What the task requires
Below are the records. Gather each line that holds "numbered".

Material provided
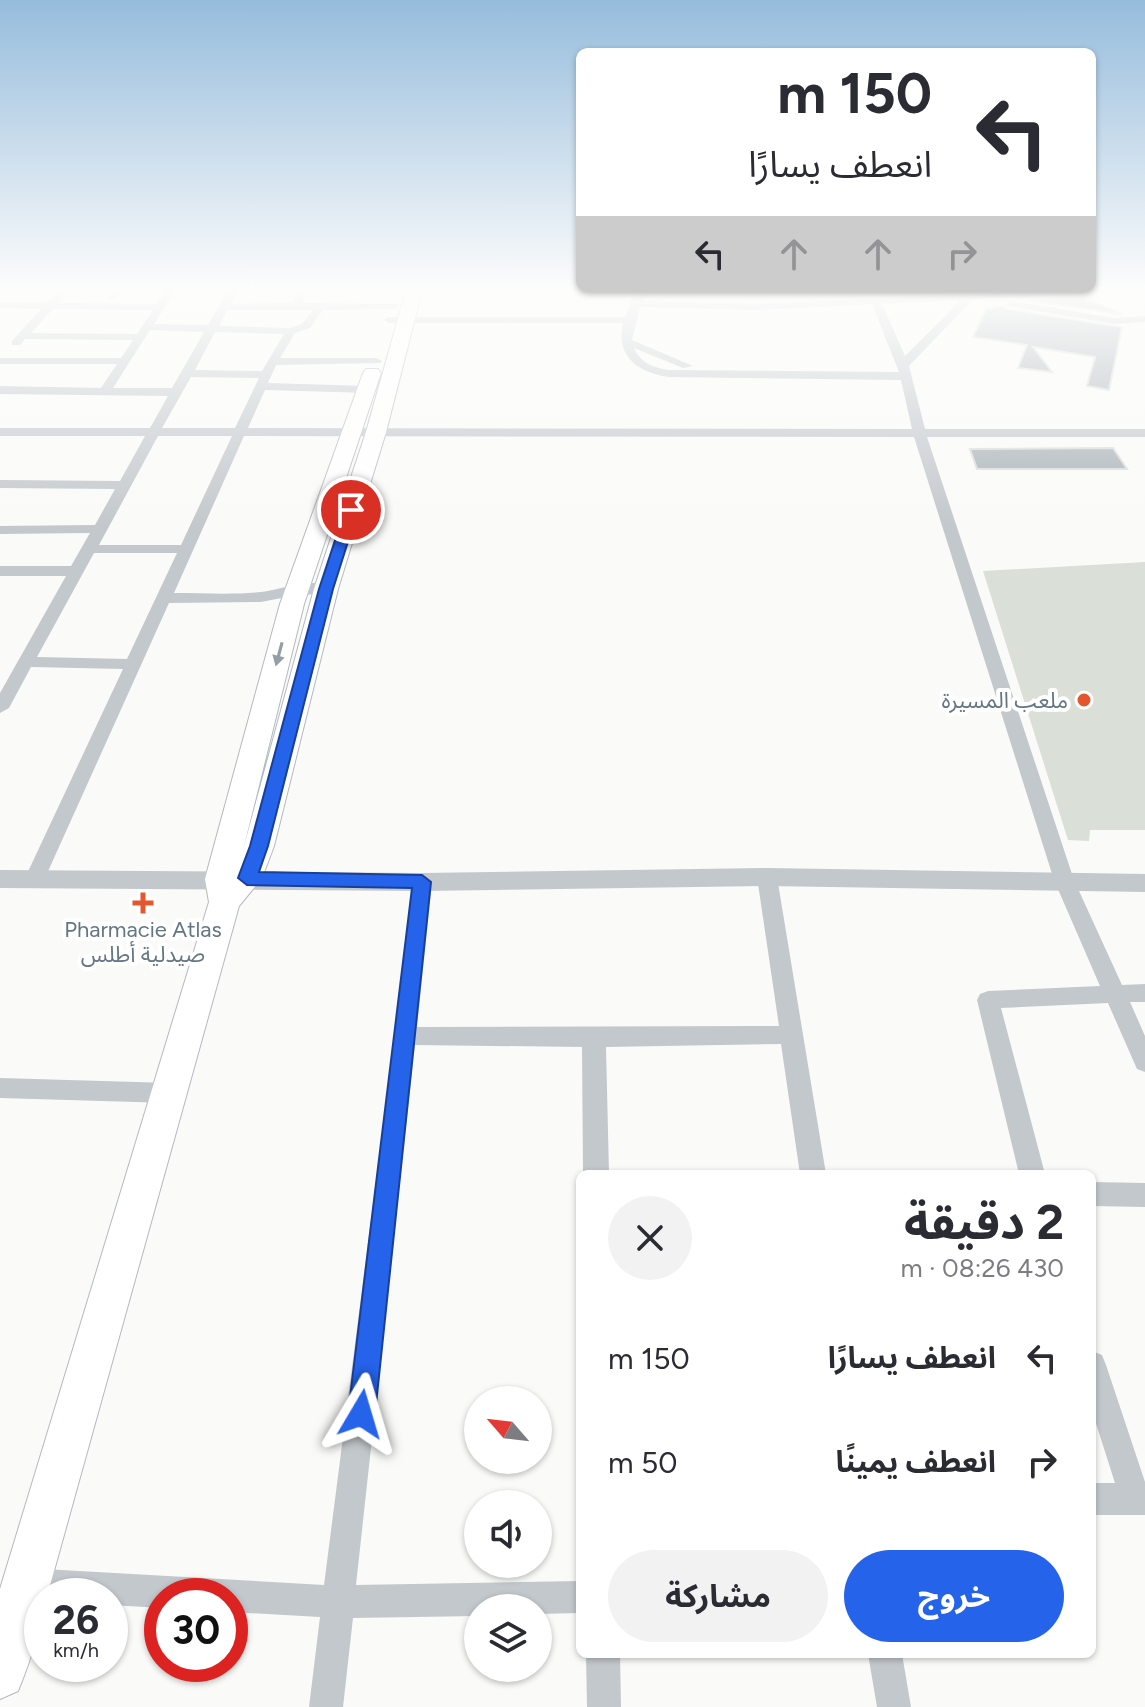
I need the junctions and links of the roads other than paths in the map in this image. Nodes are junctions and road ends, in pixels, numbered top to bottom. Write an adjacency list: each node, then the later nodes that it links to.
...
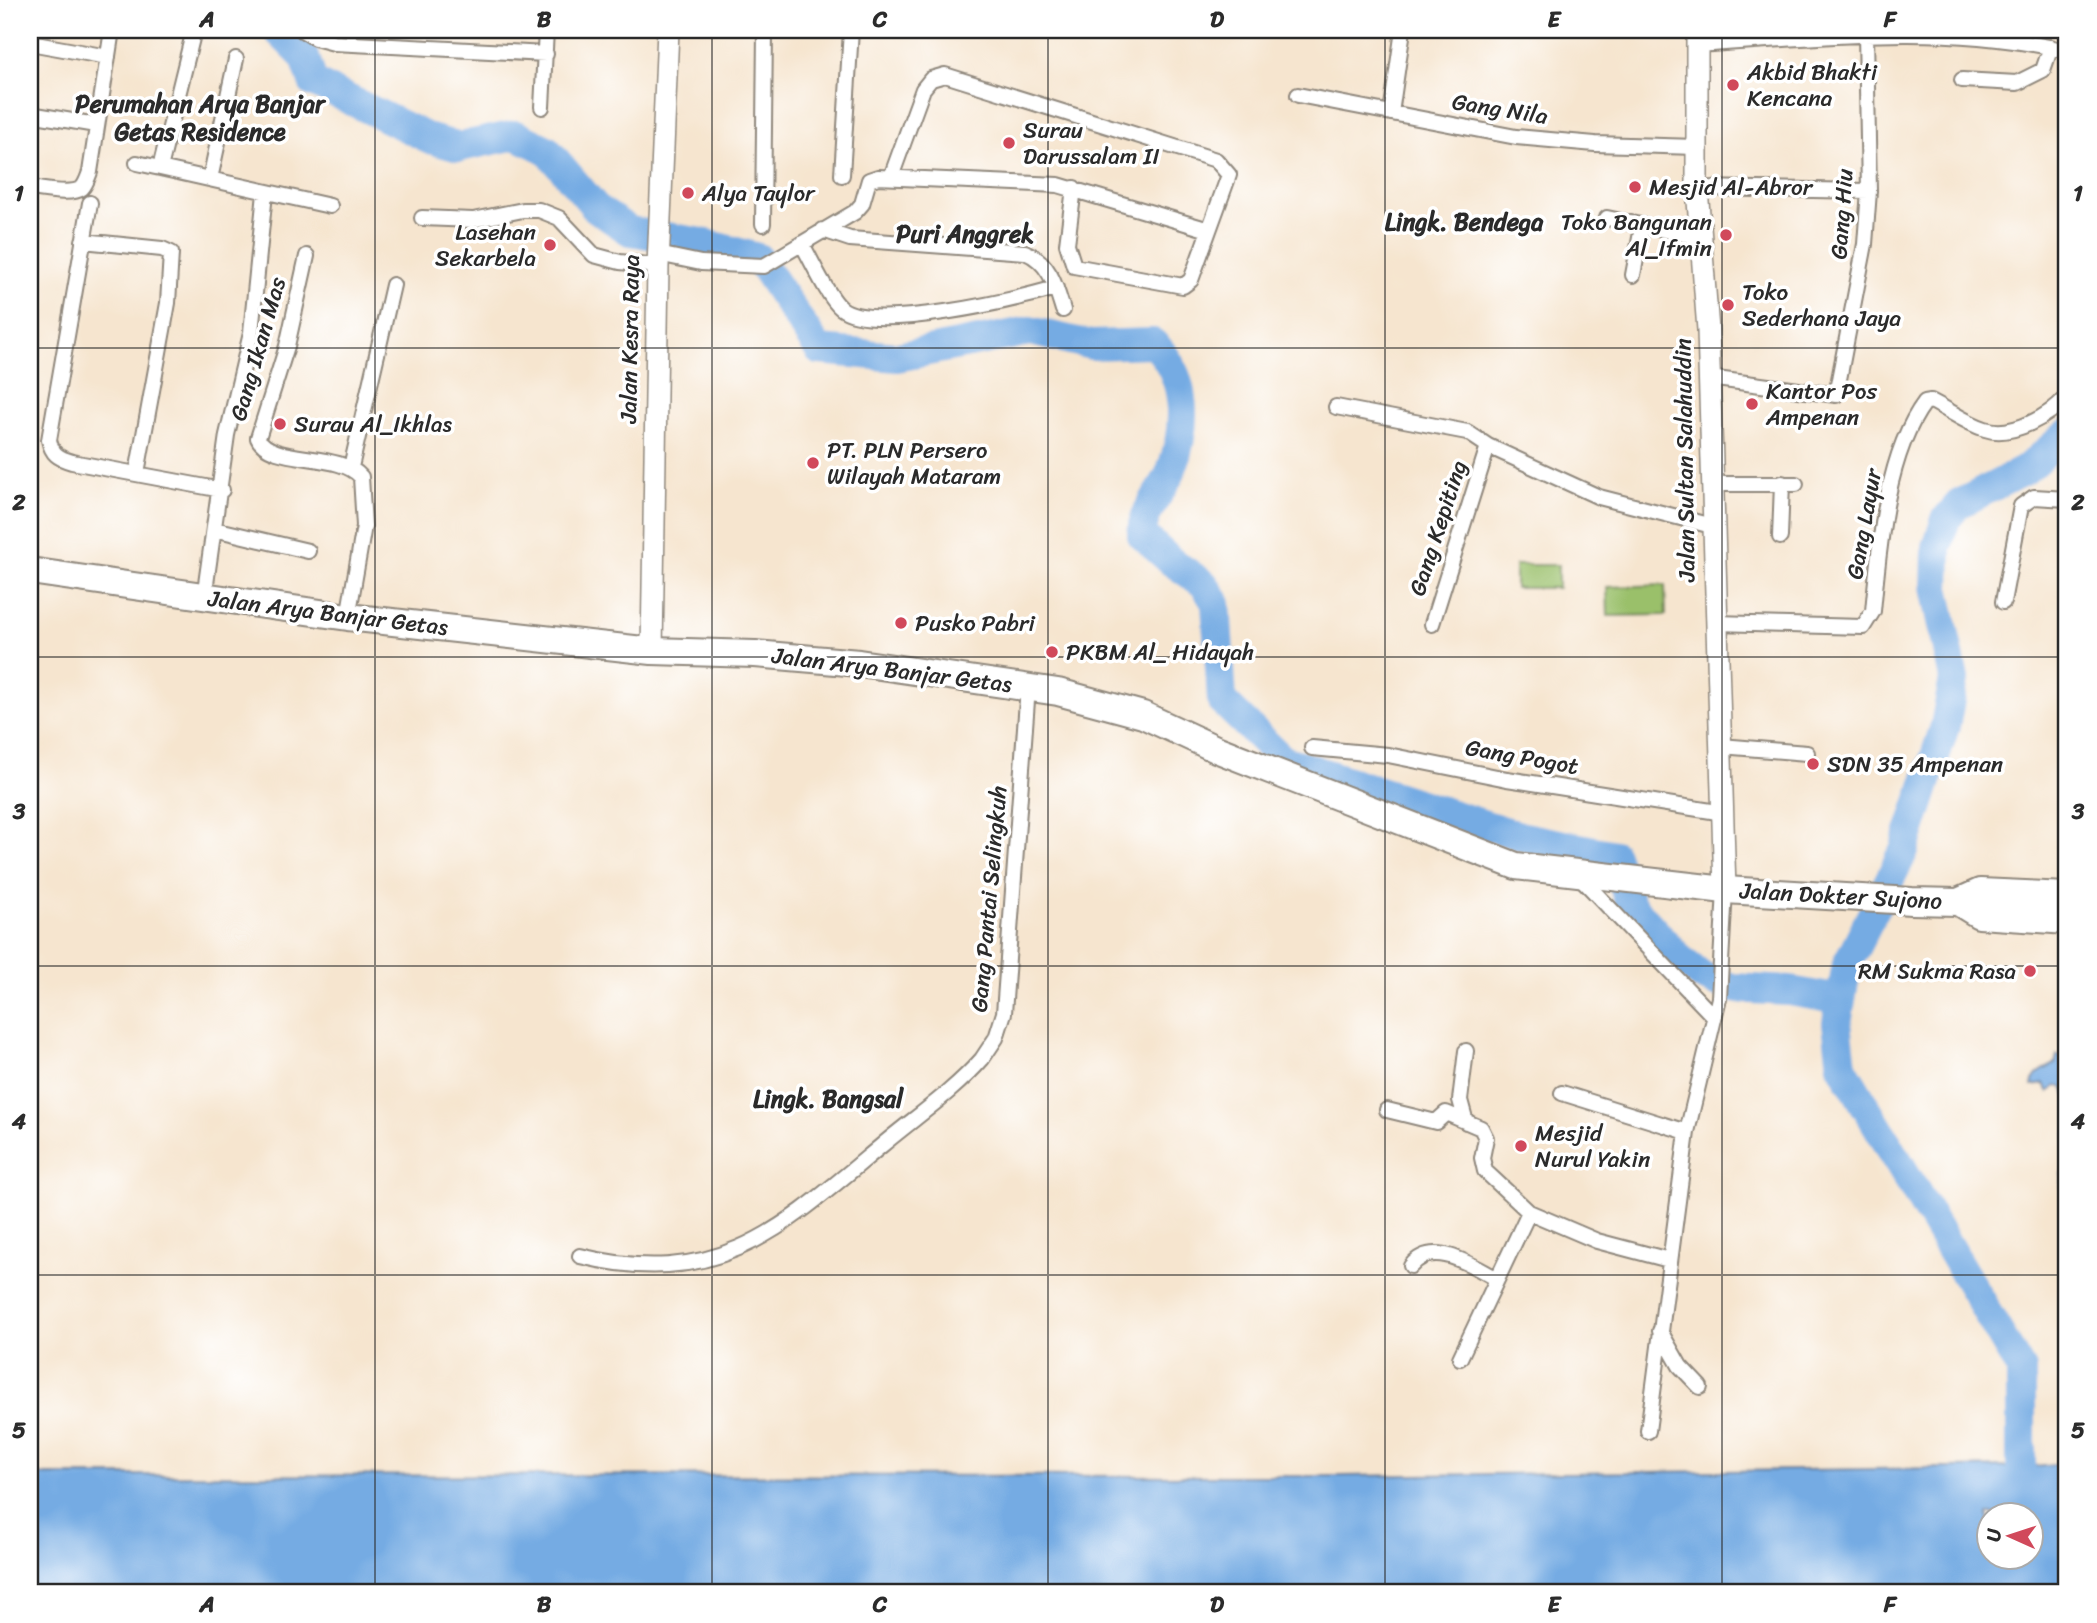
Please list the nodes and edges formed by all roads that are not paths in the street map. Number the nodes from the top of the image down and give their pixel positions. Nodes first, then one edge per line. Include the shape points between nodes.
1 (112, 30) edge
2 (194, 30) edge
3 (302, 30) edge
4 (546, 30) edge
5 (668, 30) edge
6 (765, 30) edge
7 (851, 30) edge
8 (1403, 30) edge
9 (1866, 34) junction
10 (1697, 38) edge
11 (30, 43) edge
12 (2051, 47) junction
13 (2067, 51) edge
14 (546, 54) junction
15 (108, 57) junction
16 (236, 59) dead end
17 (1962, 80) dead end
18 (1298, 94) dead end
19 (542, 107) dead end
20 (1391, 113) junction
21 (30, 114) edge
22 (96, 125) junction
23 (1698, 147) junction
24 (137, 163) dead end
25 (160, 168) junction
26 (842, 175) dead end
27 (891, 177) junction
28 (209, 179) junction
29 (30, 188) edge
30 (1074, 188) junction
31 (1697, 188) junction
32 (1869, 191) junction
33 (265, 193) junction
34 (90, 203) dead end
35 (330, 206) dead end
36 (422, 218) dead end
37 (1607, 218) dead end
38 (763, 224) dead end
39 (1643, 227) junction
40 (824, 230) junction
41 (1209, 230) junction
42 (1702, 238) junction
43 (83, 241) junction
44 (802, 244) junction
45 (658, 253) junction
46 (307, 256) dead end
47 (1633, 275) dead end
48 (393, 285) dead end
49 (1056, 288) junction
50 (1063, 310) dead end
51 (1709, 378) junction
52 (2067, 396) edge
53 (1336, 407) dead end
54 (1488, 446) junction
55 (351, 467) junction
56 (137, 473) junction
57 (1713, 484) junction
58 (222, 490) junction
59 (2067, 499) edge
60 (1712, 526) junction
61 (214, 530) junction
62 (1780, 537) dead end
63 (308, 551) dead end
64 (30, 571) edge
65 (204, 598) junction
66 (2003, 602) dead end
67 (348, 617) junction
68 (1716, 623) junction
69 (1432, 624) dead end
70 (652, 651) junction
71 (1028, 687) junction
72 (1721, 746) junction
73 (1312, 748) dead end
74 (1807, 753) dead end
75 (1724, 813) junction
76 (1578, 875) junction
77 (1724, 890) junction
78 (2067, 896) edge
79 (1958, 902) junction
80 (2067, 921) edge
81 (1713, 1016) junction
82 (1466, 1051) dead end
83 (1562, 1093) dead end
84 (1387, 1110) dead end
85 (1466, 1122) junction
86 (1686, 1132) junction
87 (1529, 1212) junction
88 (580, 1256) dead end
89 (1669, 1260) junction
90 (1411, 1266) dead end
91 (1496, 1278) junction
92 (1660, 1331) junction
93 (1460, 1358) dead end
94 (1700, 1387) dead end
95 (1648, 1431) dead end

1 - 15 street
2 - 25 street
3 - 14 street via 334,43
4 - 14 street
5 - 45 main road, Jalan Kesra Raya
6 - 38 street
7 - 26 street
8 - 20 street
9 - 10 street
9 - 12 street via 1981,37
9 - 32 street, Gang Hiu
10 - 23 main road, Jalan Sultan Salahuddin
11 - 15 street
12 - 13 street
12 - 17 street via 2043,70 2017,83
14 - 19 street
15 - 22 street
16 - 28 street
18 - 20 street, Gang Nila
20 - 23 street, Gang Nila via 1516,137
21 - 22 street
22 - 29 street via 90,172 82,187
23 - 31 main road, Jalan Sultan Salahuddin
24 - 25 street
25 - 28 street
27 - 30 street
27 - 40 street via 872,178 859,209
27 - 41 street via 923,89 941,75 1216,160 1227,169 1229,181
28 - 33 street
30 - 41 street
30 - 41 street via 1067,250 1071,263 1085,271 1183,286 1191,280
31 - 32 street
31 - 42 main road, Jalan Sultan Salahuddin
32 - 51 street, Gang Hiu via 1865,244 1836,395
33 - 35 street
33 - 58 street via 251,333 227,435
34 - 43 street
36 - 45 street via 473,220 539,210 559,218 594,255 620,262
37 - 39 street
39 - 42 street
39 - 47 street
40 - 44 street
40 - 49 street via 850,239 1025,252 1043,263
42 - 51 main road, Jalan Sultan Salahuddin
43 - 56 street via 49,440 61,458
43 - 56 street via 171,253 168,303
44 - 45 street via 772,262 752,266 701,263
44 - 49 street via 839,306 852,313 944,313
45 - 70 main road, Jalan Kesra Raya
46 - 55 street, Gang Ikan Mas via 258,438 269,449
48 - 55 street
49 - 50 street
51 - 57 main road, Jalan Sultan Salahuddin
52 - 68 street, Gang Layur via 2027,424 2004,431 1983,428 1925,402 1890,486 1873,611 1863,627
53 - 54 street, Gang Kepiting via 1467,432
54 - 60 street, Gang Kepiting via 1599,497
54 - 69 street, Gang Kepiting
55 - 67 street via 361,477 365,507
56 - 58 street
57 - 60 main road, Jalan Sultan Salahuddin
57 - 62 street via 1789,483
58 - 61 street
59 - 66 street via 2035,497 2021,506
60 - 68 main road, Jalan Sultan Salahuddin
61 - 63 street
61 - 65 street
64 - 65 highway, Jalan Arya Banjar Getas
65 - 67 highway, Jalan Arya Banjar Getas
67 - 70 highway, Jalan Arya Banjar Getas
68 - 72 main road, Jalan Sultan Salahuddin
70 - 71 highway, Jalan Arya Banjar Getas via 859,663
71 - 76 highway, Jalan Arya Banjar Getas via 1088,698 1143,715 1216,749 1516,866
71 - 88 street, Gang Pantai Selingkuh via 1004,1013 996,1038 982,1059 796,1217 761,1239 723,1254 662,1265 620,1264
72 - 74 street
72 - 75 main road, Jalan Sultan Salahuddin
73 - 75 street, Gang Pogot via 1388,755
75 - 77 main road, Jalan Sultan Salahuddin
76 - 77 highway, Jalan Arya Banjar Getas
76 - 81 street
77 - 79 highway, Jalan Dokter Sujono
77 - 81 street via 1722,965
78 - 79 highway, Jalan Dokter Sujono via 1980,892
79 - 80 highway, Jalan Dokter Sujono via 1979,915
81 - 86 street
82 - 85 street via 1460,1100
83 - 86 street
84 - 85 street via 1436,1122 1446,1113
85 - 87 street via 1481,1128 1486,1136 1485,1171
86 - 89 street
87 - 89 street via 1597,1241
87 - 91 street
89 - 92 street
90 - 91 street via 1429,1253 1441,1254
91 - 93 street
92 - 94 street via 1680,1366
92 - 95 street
* * *
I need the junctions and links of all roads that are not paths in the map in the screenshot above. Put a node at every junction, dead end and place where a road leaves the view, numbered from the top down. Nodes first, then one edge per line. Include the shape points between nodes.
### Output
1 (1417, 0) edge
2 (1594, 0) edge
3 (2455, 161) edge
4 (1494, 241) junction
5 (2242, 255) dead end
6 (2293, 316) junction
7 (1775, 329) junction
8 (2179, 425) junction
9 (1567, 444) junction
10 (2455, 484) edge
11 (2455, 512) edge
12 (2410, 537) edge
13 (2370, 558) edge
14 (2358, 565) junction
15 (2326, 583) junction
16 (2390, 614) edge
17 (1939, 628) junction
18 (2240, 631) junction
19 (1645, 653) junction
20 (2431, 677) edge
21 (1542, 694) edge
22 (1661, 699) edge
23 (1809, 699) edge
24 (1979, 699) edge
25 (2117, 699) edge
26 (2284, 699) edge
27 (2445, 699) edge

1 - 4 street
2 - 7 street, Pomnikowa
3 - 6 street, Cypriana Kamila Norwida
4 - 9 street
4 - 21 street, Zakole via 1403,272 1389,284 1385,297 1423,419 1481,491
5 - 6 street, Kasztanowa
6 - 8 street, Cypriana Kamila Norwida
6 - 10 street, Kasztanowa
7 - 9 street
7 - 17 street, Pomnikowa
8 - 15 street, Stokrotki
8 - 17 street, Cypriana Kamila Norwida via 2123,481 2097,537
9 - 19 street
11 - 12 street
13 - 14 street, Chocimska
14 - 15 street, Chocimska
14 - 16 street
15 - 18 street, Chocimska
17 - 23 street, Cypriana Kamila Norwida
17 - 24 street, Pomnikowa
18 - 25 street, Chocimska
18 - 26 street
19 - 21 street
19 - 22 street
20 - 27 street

Expected answer
I need the junctions and links of the roads other than paths in the map in this image. Nodes are junctions and road ends, in pixels, numbered top to bottom. Write an adjacency list: each node, then the later nodes that it links to.
I need the junctions and links of all roads that are not paths in the map in the screenshot above. Put a node at every junction, dead end and place where a road leaves the view, numbered from the top down. Nodes first, then one edge per line. Include the shape points between nodes.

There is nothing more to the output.